Charles Rycroft explains that the subconscious is a term "never used in psychoanalytic writings". Peter Gay says that the use of the term subconscious where unconscious is meant is "a common and telling mistake"; indeed, "when [the term] is employed to say something 'Freudian', it is proof that the writer has not read [their] Freud".

Analytical psychology 

Carl Jung said that since there is a limit to what can be held in conscious focal awareness, an alternative storehouse of one's knowledge and prior experience is needed.

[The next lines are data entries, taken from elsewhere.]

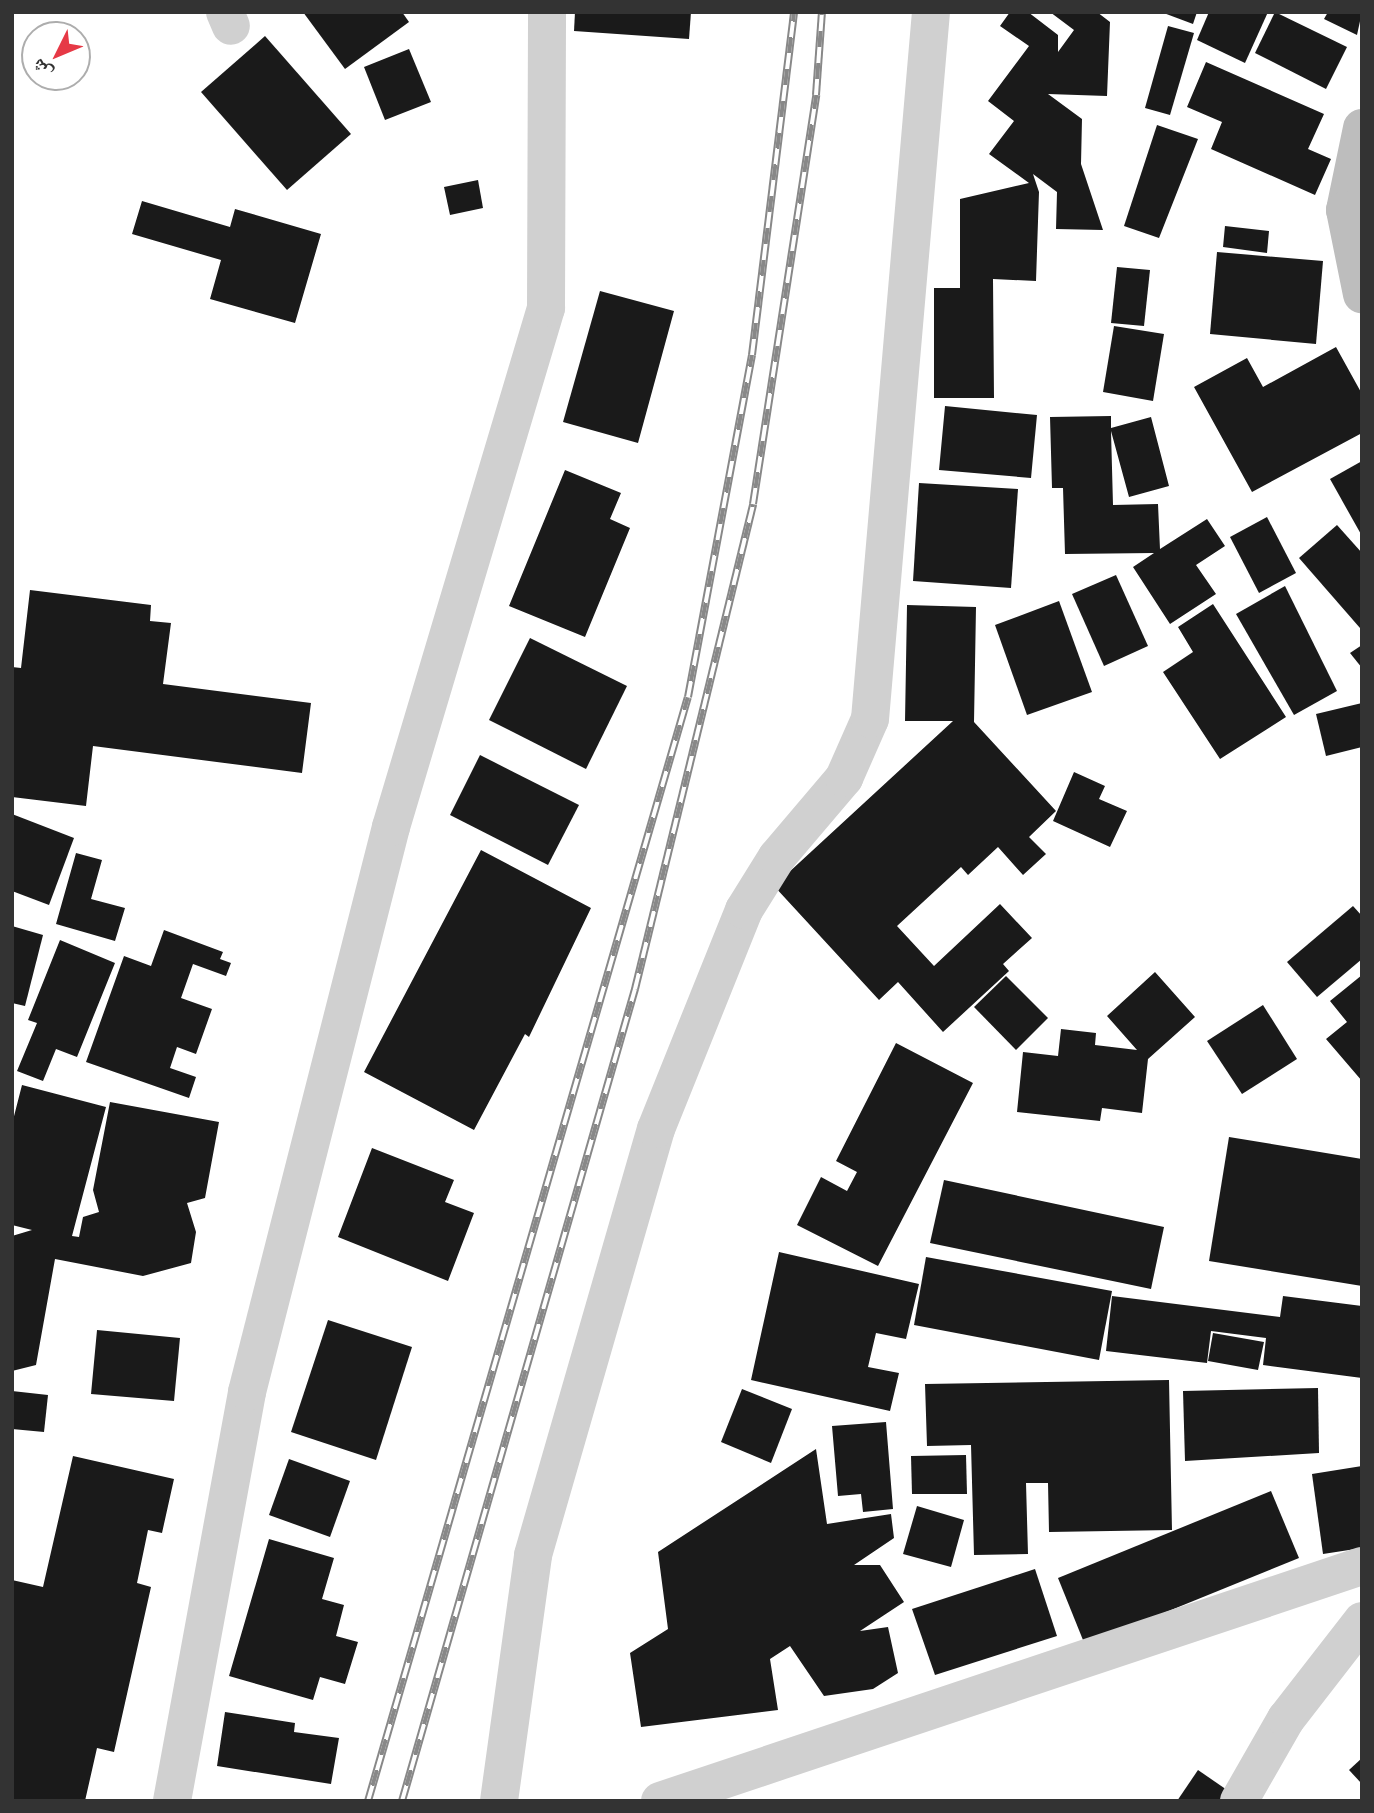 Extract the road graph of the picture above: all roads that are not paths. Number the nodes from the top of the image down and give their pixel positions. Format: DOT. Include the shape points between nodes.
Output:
graph roads {
  1 [pos="547,12"];
  2 [pos="931,12"];
  3 [pos="1362,128"];
  4 [pos="1362,294"];
  5 [pos="1362,1566"];
  6 [pos="1362,1621"];
  7 [pos="172,1801"];
  8 [pos="499,1801"];
  9 [pos="660,1801"];
  10 [pos="1238,1801"];
  1 -- 7 [label="street" via="546,308 391,827 247,1392"];
  2 -- 8 [label="street" via="870,719 844,778 777,857 744,910 656,1129 533,1555"];
  3 -- 4 [label="street" via="1345,210"];
  5 -- 9 [label="street"];
  6 -- 10 [label="street" via="1286,1719"];
}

"New Age" and other modalities targeting the subconscious

The idea of the subconscious as a powerful or potent agency has allowed the term to become prominent in New Age and self-help literature, in which investigating or controlling its supposed knowledge or power is seen as advantageous. In the New Age community, techniques such as autosuggestion and affirmations are believed to harness the power of the subconscious to influence a person's life and real-world outcomes, even curing sickness. Skeptical Inquirer magazine criticized the lack of falsifiability and testability of these claims. Physicist Ali Alousi, for instance, criticized it as unmeasurable and questioned the likelihood that thoughts can affect anything outside the head. In addition, critics have asserted that the evidence provided is usually anecdotal and that, because of the self-selecting nature of the positive reports, as well as the subjective nature of any results, these reports are susceptible to confirmation bias and selection bias.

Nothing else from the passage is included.